Pronounced /ɛmdiːɑːtiːbiː/Help with pronunciation

This abbreviation has come to wider public notice recently as the result of an appeal for funds has been made by a group of aid agencies, including the United States Public Health Research Institute, for help to control an epidemic of tuberculosis (TB) in Russia. They say that a potential global public health hazard now exists as a result of inadequate medical treatment of TB-infected prisoners in jails in that country. Because of limited resources, they are often treated only intermittently, so that the disease becomes resistant to standard drugs. Prisoners are being released from custody while still infected, and are passing the disease on. The problem of drug-resistant TB is far from new — there has been concern for much of the past decade — and the abbreviation MDR-TB for “multiple drug resistant tuberculosis” has been used in the public health community for some years. But concern is still growing about its implications, despite techniques such as the DOTS initiative of the World Health Organisation, which are intended to make sure that TB sufferers complete their courses of drug treatment.

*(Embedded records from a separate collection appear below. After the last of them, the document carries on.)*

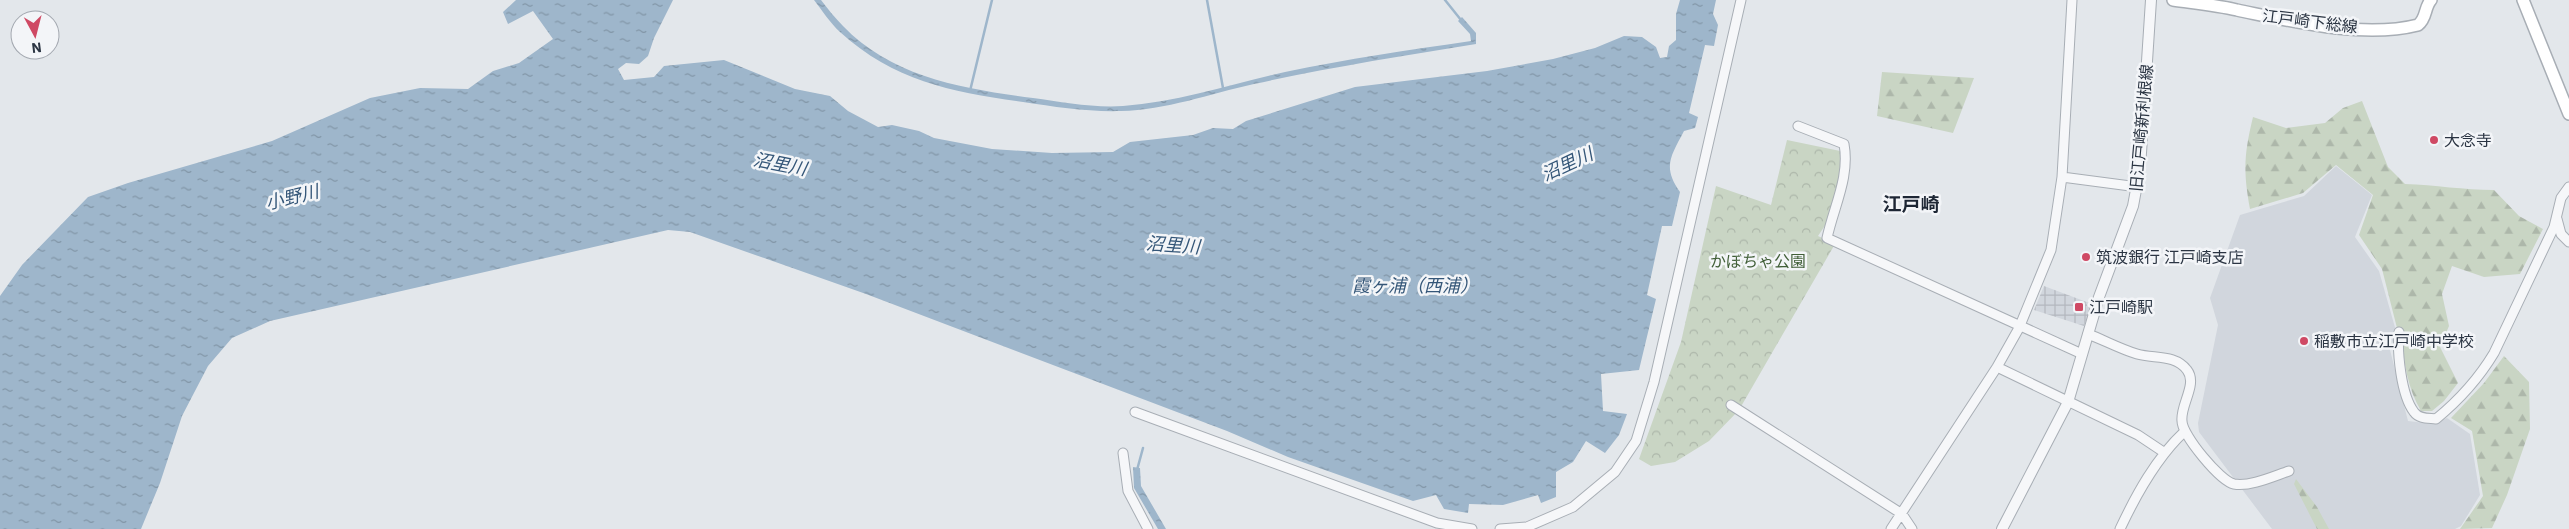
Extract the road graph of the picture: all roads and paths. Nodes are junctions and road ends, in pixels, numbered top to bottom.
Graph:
1 (1741, 0) edge
2 (2072, 0) edge
3 (2151, 0) edge
4 (2173, 0) edge
5 (2431, 0) edge
6 (2523, 0) edge
7 (2210, 3) edge
8 (2569, 114) edge
9 (1798, 126) dead end
10 (2062, 177) junction
11 (2138, 187) junction
12 (2569, 187) edge
13 (2556, 215) junction
14 (2569, 242) edge
15 (2018, 328) junction
16 (2399, 332) dead end
17 (2088, 334) junction
18 (2082, 354) junction
19 (1997, 367) junction
20 (2068, 402) junction
21 (1731, 405) dead end
22 (1135, 412) dead end
23 (2184, 432) junction
24 (1123, 453) dead end
25 (2164, 453) junction
26 (2289, 471) dead end
27 (1902, 514) junction
28 (1528, 528) edge
29 (1148, 529) edge
30 (1472, 529) edge
31 (1500, 529) edge
32 (1891, 529) edge
33 (1912, 529) edge
34 (2002, 529) edge
35 (2120, 529) edge

1 - 28 street
2 - 10 street
3 - 11 street, 旧江戸崎新利根線
4 - 7 main road, 江戸崎下総線
5 - 7 main road, 江戸崎下総線
6 - 8 main road
9 - 15 street
10 - 11 street
10 - 15 street
11 - 17 street, 旧江戸崎新利根線
12 - 13 street
13 - 14 street
13 - 16 street
15 - 18 street
15 - 19 street
17 - 18 street, 旧江戸崎新利根線
17 - 23 street
18 - 20 street, 旧江戸崎新利根線
19 - 20 street
19 - 27 street
20 - 25 street
20 - 34 street, 旧江戸崎新利根線
21 - 27 street
22 - 30 street
23 - 25 street
23 - 26 street
24 - 29 street
25 - 35 street
27 - 32 street
27 - 33 street
28 - 31 street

Recent MDR-TB outbreaks have been characterized by mortality rates of 50-80% and a duration of only 4-16 weeks from the time of diagnosis to the time of death.

Frontiers in Bioscience, August 1996

Because of the high mortality associated with MDR-TB infections, it is recommended that these infections be treated only by those individuals with special training. Generally speaking, these infections require a prolonged duration of therapy with multiple drugs.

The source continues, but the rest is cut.